“In the 10 years I have been a forester, I don’t remember fires like this. It’s something really unusual,” admits Nurit Hibsher, head of forestry for the central region at the Keren Kayameth LeIsrael-Jewish National Fund (KKL-JNF).
Hibsher was standing in Sataf Forest, west of Jerusalem less than a week after one of the largest wildfires in Israel’s history ripped through the area, destroying 6,200 acres of woodlands in the Judean Hills.
It took some 1,500 firefighters working for 52 hours to finally put out the blazes, which are reported to have been set deliberately in three different locations.
Sataf is usually an idyllic site with springs and ponds, picnic and play areas, hiking and cycling trails. Pine, cypress, eucalyptus, oak, pistachio, carob and other vegetation grow here, along with grapevines, olive and fig trees planted on agricultural terraces first built 1,000 years ago.
But today, the scene is painful. Smoke lingers in the air, waiting to be washed away by winter rains that are still some way off. Half-green, half-brown trees and shrubs stand in silent testimony to the unpredictable path of the wind-whipped flames and the bravery of those who battled them.
“I was not here during the fires; I wanted to let the firefighters do their job,” says Hibsher, whose job is to control the growth, composition, health and quality of KKL-JNF forests in the central region, including Sataf.
“Now, a few days later, to look at the damage is really hard. I know how much effort we invested here in Sataf for the past 40 years, and in other areas much longer.”
A growing problem
These days, sights like this are becoming frighteningly common around the world. Like Hibsher, there are probably foresters all over the world out examining devastated hillsides.
Huge forest fires in California, Turkey, Australia, Morocco, Canada, Greece and even Siberia dominate the news as hotter, drier temperatures turn living trees into kindling.
In Israel the increasing number of fires every year, and their growing ferocity, have raised questions about the country’s long history of tree planting.
When KKL-JNF began reforesting Israel in 1901, pines were chosen for their rapid growth. But they proved highly flammable, and now the organization favors broadleaved trees and conifers such as cypress.
Hibsher, who was Israel’s first female forester, says the blaze in Sataf blew in from an old natural (not planted) Aleppo pine stand around Beit Meir, a village some eight miles to the west.
“It traveled along the wadi very fast, like a firestorm, and then climbed the mountains.
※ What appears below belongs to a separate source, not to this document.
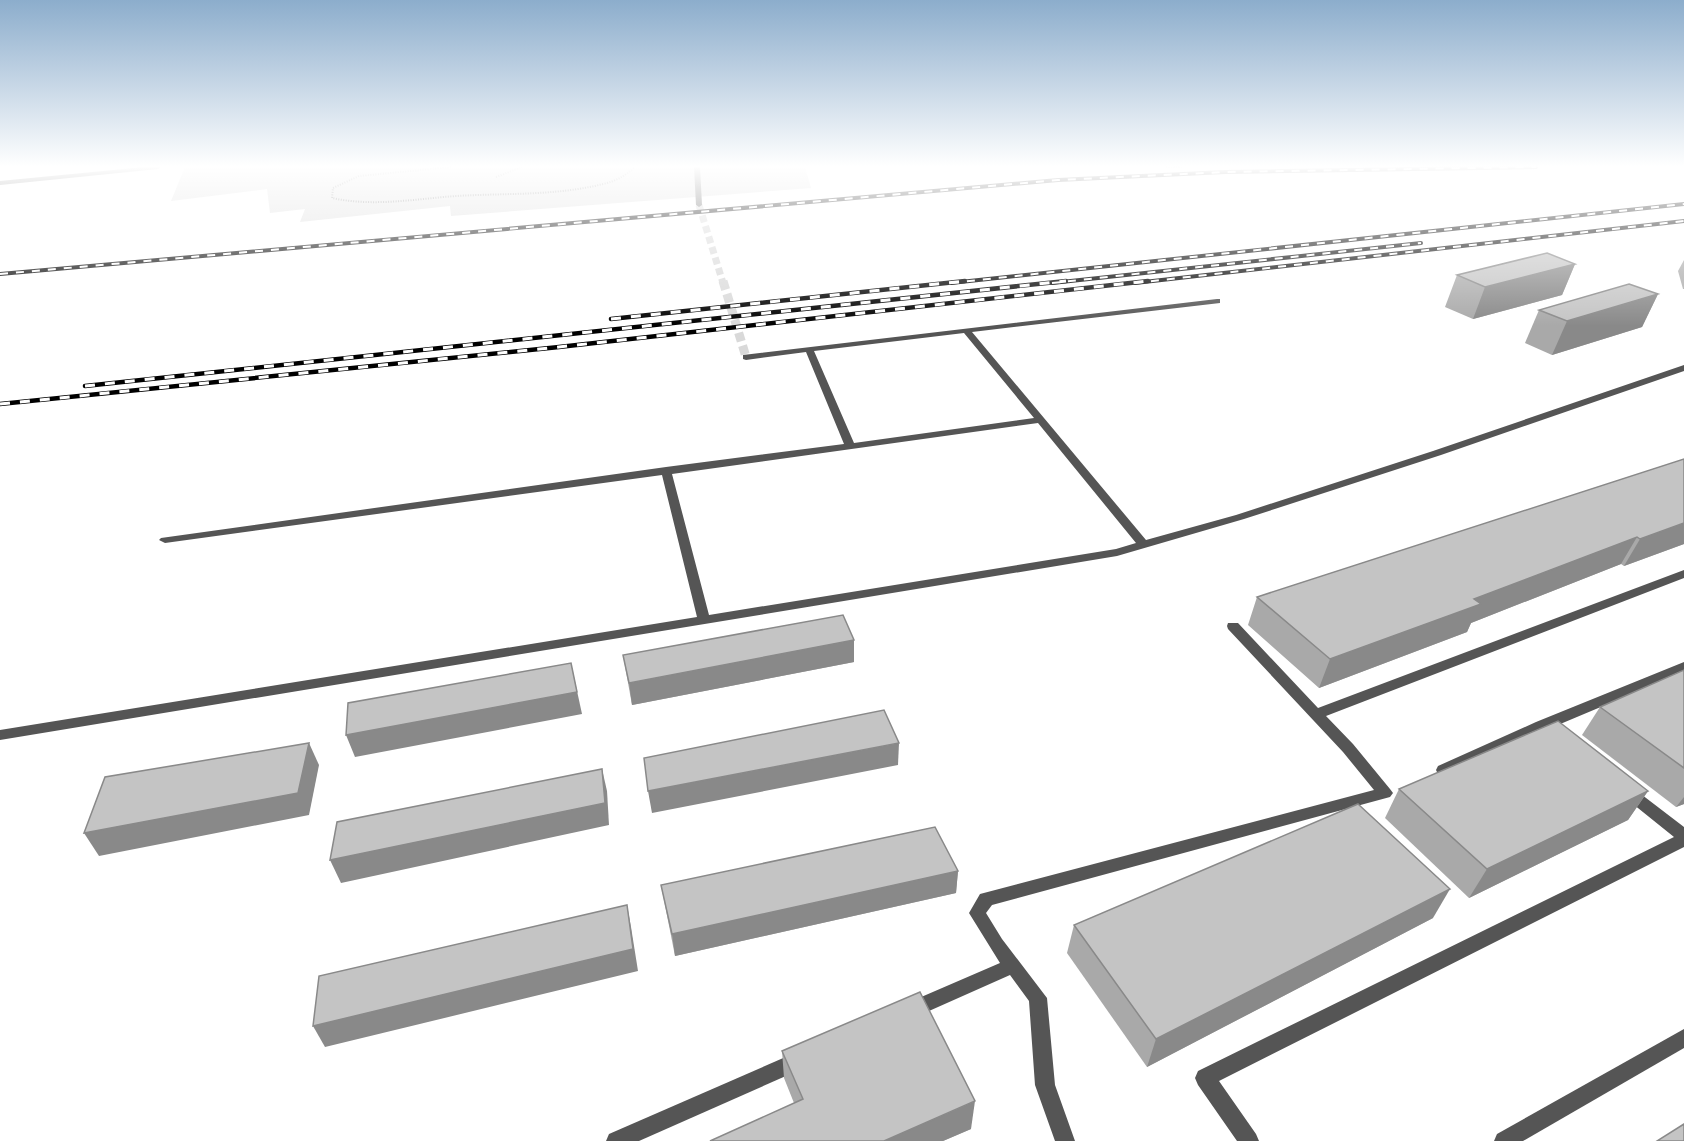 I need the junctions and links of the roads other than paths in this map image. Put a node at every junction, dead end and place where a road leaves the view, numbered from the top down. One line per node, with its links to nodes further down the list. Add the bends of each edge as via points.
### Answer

When fire runs that fast you cannot manage it. You have to wait until it gets to a hilly area where it slows and then you can stop it,” Hibsher tells ISRAEL21c.
Hibsher kneels to inspect an Atlantic pistachio striped into thirds by the blaze: green leaves, brown leaves and bare branches.
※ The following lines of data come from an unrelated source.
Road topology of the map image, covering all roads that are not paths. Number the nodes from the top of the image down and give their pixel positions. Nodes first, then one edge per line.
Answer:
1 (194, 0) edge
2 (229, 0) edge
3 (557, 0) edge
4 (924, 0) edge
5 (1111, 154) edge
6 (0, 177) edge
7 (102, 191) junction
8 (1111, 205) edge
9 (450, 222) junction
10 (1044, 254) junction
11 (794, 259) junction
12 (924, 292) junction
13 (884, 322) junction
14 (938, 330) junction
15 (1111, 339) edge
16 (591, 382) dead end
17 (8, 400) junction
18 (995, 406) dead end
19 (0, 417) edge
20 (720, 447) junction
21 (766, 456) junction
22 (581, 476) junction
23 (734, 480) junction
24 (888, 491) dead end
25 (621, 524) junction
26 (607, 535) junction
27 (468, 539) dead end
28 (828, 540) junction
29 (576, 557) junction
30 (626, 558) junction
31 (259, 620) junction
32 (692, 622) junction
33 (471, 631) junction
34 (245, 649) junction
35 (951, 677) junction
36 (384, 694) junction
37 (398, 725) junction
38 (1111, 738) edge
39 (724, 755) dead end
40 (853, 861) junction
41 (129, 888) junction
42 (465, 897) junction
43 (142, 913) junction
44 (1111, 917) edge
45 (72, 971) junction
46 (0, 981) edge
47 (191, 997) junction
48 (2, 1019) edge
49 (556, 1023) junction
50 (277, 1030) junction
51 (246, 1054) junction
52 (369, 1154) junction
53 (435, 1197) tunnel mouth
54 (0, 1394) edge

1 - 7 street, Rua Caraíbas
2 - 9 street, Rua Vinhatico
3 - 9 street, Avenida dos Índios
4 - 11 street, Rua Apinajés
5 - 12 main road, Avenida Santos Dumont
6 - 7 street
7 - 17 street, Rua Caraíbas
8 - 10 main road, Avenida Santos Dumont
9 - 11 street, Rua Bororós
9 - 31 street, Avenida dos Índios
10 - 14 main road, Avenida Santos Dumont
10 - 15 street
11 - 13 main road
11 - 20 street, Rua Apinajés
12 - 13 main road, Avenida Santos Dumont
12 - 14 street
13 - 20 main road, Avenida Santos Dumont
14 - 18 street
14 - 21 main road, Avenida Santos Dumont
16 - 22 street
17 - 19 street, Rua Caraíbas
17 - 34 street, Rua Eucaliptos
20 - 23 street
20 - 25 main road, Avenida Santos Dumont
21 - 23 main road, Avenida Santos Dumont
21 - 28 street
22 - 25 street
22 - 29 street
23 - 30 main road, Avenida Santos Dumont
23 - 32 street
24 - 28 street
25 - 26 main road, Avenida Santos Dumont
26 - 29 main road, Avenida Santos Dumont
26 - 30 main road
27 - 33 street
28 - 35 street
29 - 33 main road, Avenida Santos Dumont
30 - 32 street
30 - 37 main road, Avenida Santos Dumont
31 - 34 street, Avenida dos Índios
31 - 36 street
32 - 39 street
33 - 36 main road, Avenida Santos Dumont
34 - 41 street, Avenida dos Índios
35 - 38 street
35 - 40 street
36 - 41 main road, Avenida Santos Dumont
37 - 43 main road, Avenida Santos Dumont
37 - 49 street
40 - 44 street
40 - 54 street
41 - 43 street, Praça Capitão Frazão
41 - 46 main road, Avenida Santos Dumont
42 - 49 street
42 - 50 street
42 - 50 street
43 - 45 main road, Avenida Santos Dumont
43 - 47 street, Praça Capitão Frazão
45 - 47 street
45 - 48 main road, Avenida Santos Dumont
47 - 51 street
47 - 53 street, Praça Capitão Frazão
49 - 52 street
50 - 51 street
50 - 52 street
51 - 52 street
“This will regenerate from the base of the trunk. In a month or two we’ll see new shoots, even before the rains,” she says optimistically.
Aleppo pines also regenerate, explains Hibsher. “They burn very easily. Their pinecones, however, open up in the extreme heat of the fire and spread seeds. So this will be the next generation.”
Climate change and fires
In previous decades when fires were few and far between, this meant forests had time to regrow before the next blaze. The old Aleppo pine stand that burned in this fire, was regenerated from a powerful fire in the Jerusalem hills in 1995.
“The problem is, with climate change the period between fires is getting shorter,” explains Hibsher, and this is her greatest concern.
Even if this particular fire was caused by arson, forest fires are getting dramatically more frequent and intense across the globe.
It doesn’t take more than a carelessly discarded cigarette or glowing charcoal to start a conflagration. And Israel also suffers fire terrorism, particularly the Gaza border communities under frequent attack by incendiary balloons and kites.
“If we have another fire here in two or three years, we are afraid that the natural process of germination and regeneration will lose out to invasive species that are not a natural part of this ecosystem,” Hibsher says.
She points to a partially scorched acacia shrub as an example.
“During the British Mandate period, the British planted acacias along the coast to stabilize the dunes. We also planted it during the 60s and 70s along the coast. And then we learned it was invasive. It regenerates quickly after a fire and grows everywhere. We will have to put a lot of effort into chemical treatments to keep the acacia from spreading,” says Hibsher.
In general, KKL-JNF and the Israel Nature & Parks Authority leave burned forests to recover naturally for a few years. Replanting, if necessary, will be done according to a master plan only after that time.
Meanwhile, even the ashes blanketing the forest floor can be beneficial in the process of mineralization and regeneration over the next five years, Hibsher says. “But it will take 20 to 30 years to see tall trees here again.”
Proactive safety measures will be taken in areas where hikers are expected to come.
“We will cut the burned trees after the winter. If we cut them now, we will lose a lot of seedbanks in the ash and the area will have soil erosion. After a fire, the soil is very hydrophobic,” Hibsher explains.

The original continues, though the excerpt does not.